Plugin Product CVE Windows RCE macOS RCE Privileged URI Handler Packet Capture Demo
Cisco Cisco AnyConnect N/A Windows / macOS
SonicWall SonicWall NetExtender CVE-2024-29014 Windows
PaloAlto Palo Alto GlobalProtect CVE-2024-5921 (partial fix) Windows / macOS / iOS
PulseSecure Ivanti Connect Secure N/A ✅ (Windows only) Windows

URI handlers

 

  • The Ivanti Connect Secure (Pulse Secure) URI handler can be triggered by visiting the /pulse URL on the NachoVPN server.
  • The SonicWall NetExtender URI handler can be triggered by visiting the /sonicwall URL on the NachoVPN server. This requires that the SonicWall Connect Agent is installed on the client machine.

Operating Notes

 

  • It is recommended to use a TLS certificate that is signed by a trusted Certificate Authority. The docker container automates this process for you, using certbot. If you do not use a trusted certificate, then NachoVPN will generate a self-signed certificate instead, which in most cases will either cause the client to prompt with a certificate warning, or it will refuse to connect unless you modify the client settings to accept self-signed certificates. For the Palo Alto GlobalProtect plugin, this will also cause the MSI installer to fail.
  • In order to simulate a valid codesigning certificate for the SonicWall plugin, NachoVPN will sign the NACAgent.exe payload with a self-signed certificate.

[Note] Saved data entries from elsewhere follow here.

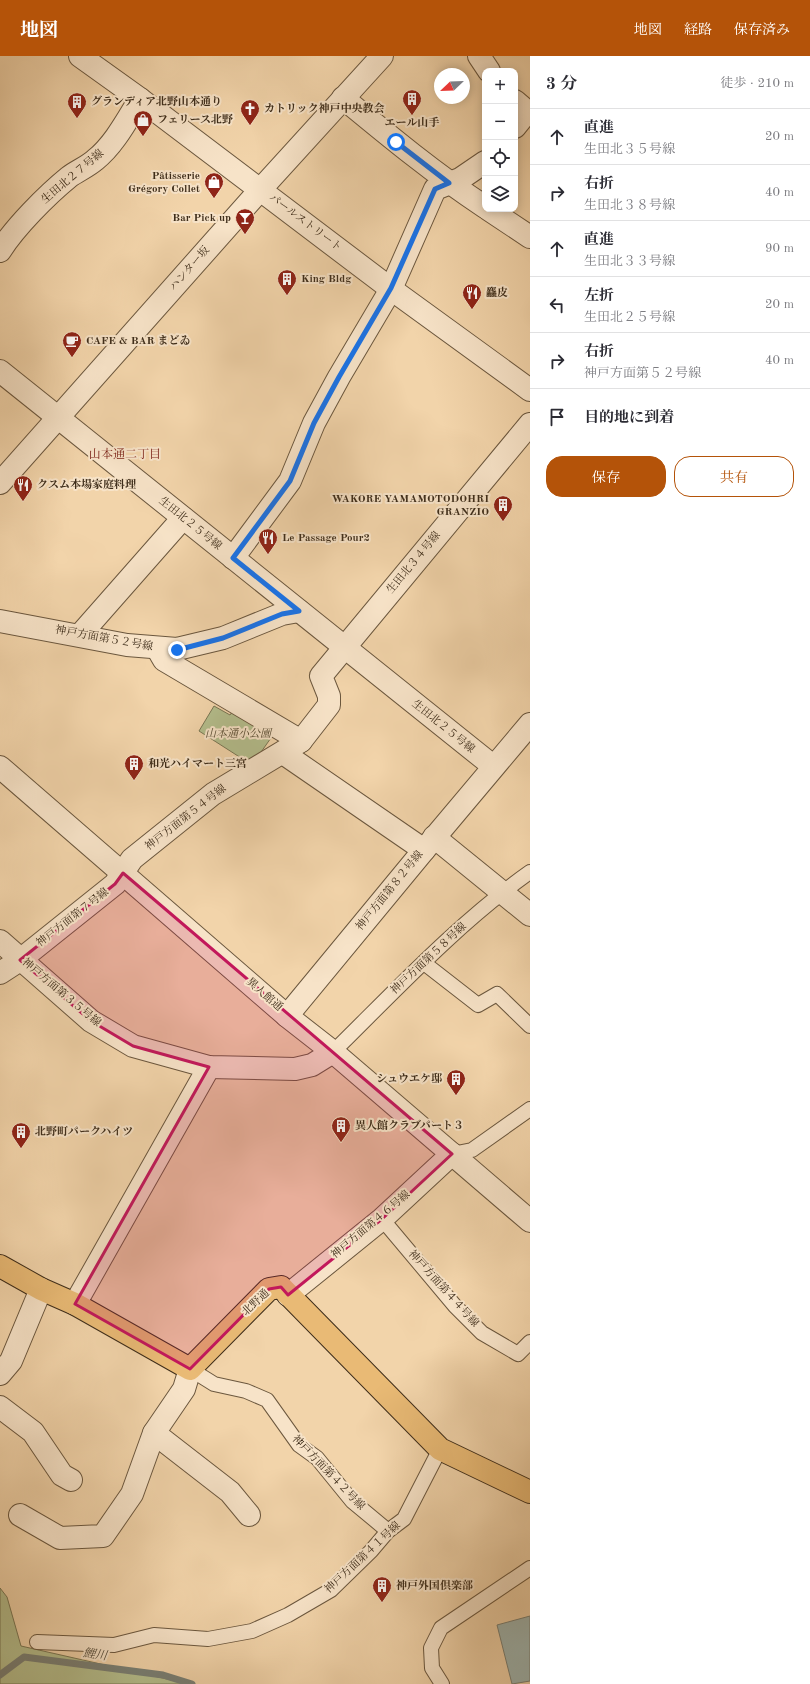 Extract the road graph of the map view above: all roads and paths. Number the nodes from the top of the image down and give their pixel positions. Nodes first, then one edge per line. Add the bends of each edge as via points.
1 (80, 56) edge
2 (382, 56) edge
3 (343, 98) junction
4 (140, 99) junction
5 (482, 164) edge
6 (449, 183) junction
7 (260, 190) junction
8 (482, 205) edge
9 (492, 212) edge
10 (530, 237) edge
11 (0, 250) edge
12 (391, 288) junction
13 (0, 371) edge
14 (530, 390) edge
15 (58, 418) junction
16 (530, 424) edge
17 (0, 483) edge
18 (183, 518) junction
19 (233, 558) junction
20 (299, 611) junction
21 (0, 621) edge
22 (80, 635) junction
23 (344, 647) junction
24 (158, 648) junction
25 (530, 724) edge
26 (292, 747) junction
27 (493, 766) junction
28 (0, 767) edge
29 (429, 843) junction
30 (530, 872) edge
31 (123, 873) junction
32 (501, 892) junction
33 (530, 915) edge
34 (0, 941) edge
35 (20, 960) junction
36 (424, 962) junction
37 (0, 973) edge
38 (288, 1016) junction
39 (530, 1026) edge
40 (333, 1052) junction
41 (209, 1067) junction
42 (530, 1109) edge
43 (452, 1154) junction
44 (382, 1219) junction
45 (530, 1221) edge
46 (0, 1266) edge
47 (41, 1289) junction
48 (288, 1295) junction
49 (75, 1304) junction
50 (530, 1342) edge
51 (190, 1369) junction
52 (0, 1374) edge
53 (0, 1407) edge
54 (154, 1433) junction
55 (440, 1449) junction
56 (71, 1480) dead end
57 (530, 1492) edge
58 (20, 1515) dead end
59 (249, 1515) dead end
60 (388, 1531) junction
61 (530, 1568) edge
62 (37, 1642) dead end
63 (442, 1684) edge

1 - 4 street, パールストリート
2 - 3 street, ハンター坂
3 - 6 street
3 - 7 street, ハンター坂
4 - 7 street, パールストリート
4 - 11 street, 生田北２７号線 via 112,142 95,160 69,177 9,237
5 - 6 street via 460,179
6 - 8 street
6 - 12 street via 435,189
7 - 12 street, パールストリート
7 - 15 street, ハンター坂
9 - 10 street
12 - 14 street, パールストリート
12 - 19 street via 314,423 290,481
13 - 15 street, 生田北２５号線
15 - 17 street, ハンター坂
15 - 18 street, 生田北２５号線
16 - 23 street, 生田北３４号線
18 - 19 street, 生田北２５号線
18 - 22 street
19 - 20 street, 生田北２５号線
20 - 23 street, 生田北２５号線
20 - 24 street, 神戸方面第５２号線 via 282,614 223,638 177,650
21 - 22 street, 神戸方面第５２号線
22 - 24 street, 神戸方面第５２号線 via 127,645
23 - 26 street, 神戸方面第５４号線 via 321,676 329,696 329,704
23 - 27 street, 生田北２５号線
24 - 26 street via 164,660
25 - 27 street, 神戸方面第８２号線
26 - 29 street
26 - 31 street, 神戸方面第５４号線 via 213,794 132,859
27 - 29 street, 神戸方面第８２号線
28 - 31 street, 異人館通
29 - 32 street
29 - 38 street, 神戸方面第８２号線
30 - 32 lane, 神戸方面第５８号線
31 - 35 street, 神戸方面第７号線 via 115,884
31 - 38 street, 異人館通
32 - 33 street
32 - 36 lane, 神戸方面第５８号線
34 - 35 street, 神戸方面第３５号線
35 - 37 street, 神戸方面第７号線
35 - 41 street, 神戸方面第３５号線 via 91,1021 133,1046
36 - 39 lane via 478,1005 497,994
36 - 40 lane, 神戸方面第５８号線
38 - 40 street, 異人館通
40 - 41 street, 神戸方面第３５号線 via 312,1065 295,1069
40 - 43 street, 異人館通
41 - 49 street
42 - 43 lane via 472,1150
43 - 44 street, 神戸方面第４６号線
43 - 45 street, 異人館通
44 - 48 street, 神戸方面第４６号線
44 - 50 lane, 神戸方面第４４号線 via 455,1306 482,1333 518,1354
46 - 47 main road
47 - 49 main road
47 - 52 street via 11,1361
48 - 51 main road, 北野通 via 281,1287 269,1289
48 - 55 main road, 北野通
49 - 51 main road
51 - 54 street via 184,1389
51 - 60 lane, 神戸方面第４２号線 via 214,1384 246,1391 267,1400 299,1445 317,1458 352,1501
53 - 56 street via 33,1432 62,1475
54 - 58 street via 132,1494 103,1536 60,1538
54 - 59 street via 230,1492
55 - 57 main road, 北野通
55 - 60 lane, 神戸方面第４１号線 via 404,1519
60 - 62 lane, 神戸方面第４１号線 via 331,1590 288,1615 252,1631 208,1639 154,1636 114,1645
61 - 63 lane via 441,1628 431,1648 432,1668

For testing purposes, you can download and install this CA certificate from /sonicwall/ca.crt before triggering the exploit. For production use-cases, you will need to obtain a valid codesigning certificate from a public CA, sign your NACAgent.exe payload, and place it in the payloads directory (or volume mount it into /app/payloads, if using docker).
  • For convenience, a default NACAgent.exe payload is generated for the SonicWall plugin, and written to the payloads directory. This simply spawns a new cmd.exe process on the current user’s desktop, running as SYSTEM.
  • The Palo Alto GlobalProtect plugin requires that the MSI installers and msi_version.txt file are present in the downloads directory. Either add these manually, or run the msi_downloader.py script to download them.